# i think there is a slight lump on my cats lip???



## littleblackcat (Dec 26, 2011)

ok so when i took at soap his one side of his lip looks like it is swollen a little. thing is he still eats loads and is a happy healthy boy so i cant think what this lump could be. my mum thought maybe his teeth were rubbing on his lip but i doubt thats it. i have proded and poked it a little and its not sore, he will happily let me have a look. plus i cant see nothing sore or bad inside his mouth. i doubt its bothering him and not many people say they can notice anything but i can notice and its irritating me. hes going to the vets to get checked over on wednesday as my vets have been rather full recently would of liked to of got him in sooner but i cant wait. i just wanna be sure. any ideas?


----------



## ella (Jan 1, 2009)

It could be feline acne? Feline acne and stud tail


----------



## Treaclesmum (Sep 26, 2011)

I think that's quite common, it might be something called 'rodent ulcer' which is not actually to do with rodents, it's just a benign swelling/lump they get sometimes on their lips.


----------



## MontyMaude (Feb 23, 2012)

Could it be a rodent ulcer ? If you google image search Rodent Ulcer and see if any look like your cats lip. They are also known as an Eosinophilic Granuloma but I find Rodent Ulcer easier to pronounce.
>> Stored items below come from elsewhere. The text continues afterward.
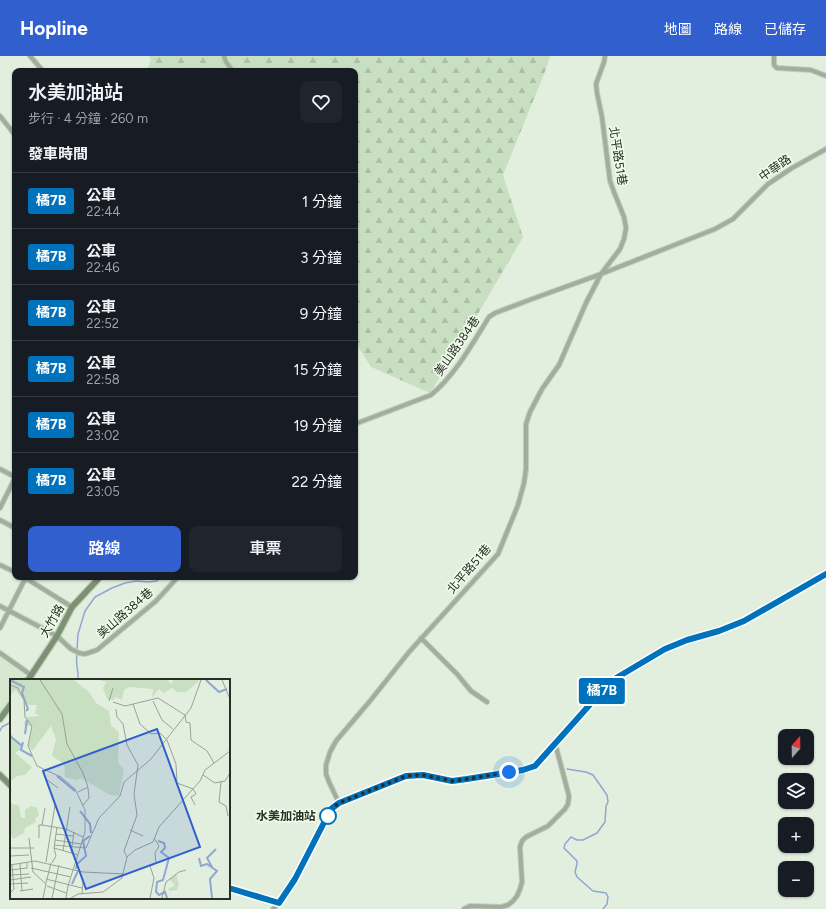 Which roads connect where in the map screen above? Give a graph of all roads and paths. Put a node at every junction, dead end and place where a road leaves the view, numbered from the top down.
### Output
1 (30, 56) edge
2 (224, 56) edge
3 (605, 56) edge
4 (774, 56) edge
5 (40, 68) edge
6 (231, 68) edge
7 (826, 76) edge
8 (0, 116) edge
9 (12, 131) edge
10 (826, 149) edge
11 (601, 274) junction
12 (358, 423) edge
13 (0, 469) edge
14 (12, 476) edge
15 (12, 484) edge
16 (0, 508) edge
17 (0, 520) edge
18 (12, 526) edge
19 (0, 564) edge
20 (12, 570) edge
21 (826, 574) edge
22 (24, 580) edge
23 (30, 580) edge
24 (97, 580) edge
25 (175, 580) edge
26 (0, 606) edge
27 (72, 607) junction
28 (9, 611) junction
29 (0, 628) edge
30 (57, 636) junction
31 (421, 638) junction
32 (0, 653) edge
33 (30, 678) edge
34 (487, 702) dead end
35 (10, 705) edge
36 (0, 719) edge
37 (555, 743) junction
38 (0, 775) edge
39 (10, 785) edge
40 (339, 803) junction
41 (230, 888) edge
42 (279, 903) junction
43 (274, 909) edge
44 (464, 909) edge

1 - 5 street
2 - 6 street
3 - 11 street, 北平路51巷
4 - 7 street
8 - 9 street
10 - 11 street, 中華路
11 - 12 street, 美山路384巷
11 - 31 street, 北平路51巷
13 - 14 street
15 - 16 street
17 - 18 street
19 - 20 street
21 - 37 street
22 - 28 street
23 - 27 street
24 - 27 street, 大竹路
25 - 30 street, 美山路384巷
26 - 28 street
27 - 30 street, 大竹路
28 - 29 street
28 - 30 street
30 - 33 street, 大竹路
31 - 34 street
31 - 40 street, 北平路51巷
32 - 33 street
35 - 36 street
37 - 40 street
37 - 44 street
38 - 39 street
40 - 42 street
41 - 42 street
42 - 43 street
If it does look like one then he will need to see the Vet, my cat Monty gets them and usually a short course of steroids sort him out.


----------



## littleblackcat (Dec 26, 2011)

i think looking at some of the pics of the ones that arent cut and bleeding, some which look so sore i think that might be it because when you look at soap u can see a lump like his lip is swollen a little on the one side plus he had a little fur by his lip but its gone a little bald. its nothing i have done or in my home that could cause it is it? plus its not contageious is it?. well soap is in wed to get it sorted as its irritating me more than him. my bf thought i was mad at 1st cause he couldnt see it but i guess when u know every inch of you cat so well u can tell when somethings there and isnt. plus ive started brushing mine to help with the cough noise ect when they have a fur ball so everyday they get brushed and id notice the slightest hair out of place hehe. ive been called a ocd cat owner plus where i live im known as the cat lady as im always rescuing cats or fussing over mine but they are my babies and if i can help any others i will


----------



## MontyMaude (Feb 23, 2012)

This is what Monty's look like


















It's starts just as a slightly swollen redder than usual lip then the little white spot appears.


----------



## littleblackcat (Dec 26, 2011)

soaps lump is a little bigger but i cant see a white spot onit. its just like a swollen lip bit. this may sound stupid now but hes a black cat so would you still see the white bit???


----------



## MontyMaude (Feb 23, 2012)

I don't know, I would say probably best to give it a day to two to see if it goes down and if it doesn't then pop him to the vets.


----------



## Treaclesmum (Sep 26, 2011)

That looks the same as my cat Tabby and my friend's cat had, it went away on its own but would come back sometimes. The vet said it was an allergy to something outside. I haven't seen one with a white spot before, but their bottom lips were swollen just like that.


----------



## littleblackcat (Dec 26, 2011)

but i cant think what allergy if it could be. id hate to think it was something i was doing. they stick to the same foods, i watch what washing powder ect i use and i dont use many cleaning products at all i try and find alternatives. ive got him booked in for wednesday so it can be sorted and put my mind at rest. its not bugging him at all thought and its not sore which makes me think im making a mountain out of a mole hill but i know its there and it bugs me. i think i anoy him as im always checking to see if its there or if its gone but im not taking any chances.


----------



## MontyMaude (Feb 23, 2012)

I could be an allergy to anything, I think Monty's is to a certain pollen but it could be anything so try not to fret or worry too much.


----------



## littleblackcat (Dec 26, 2011)

if it was an allergy it wouldnt spread would it?. roll on 2mrw i cant wait to take him to the vets get it all checked over and if it needs any medicine ect im at the ready with all my pennies to make him better.


----------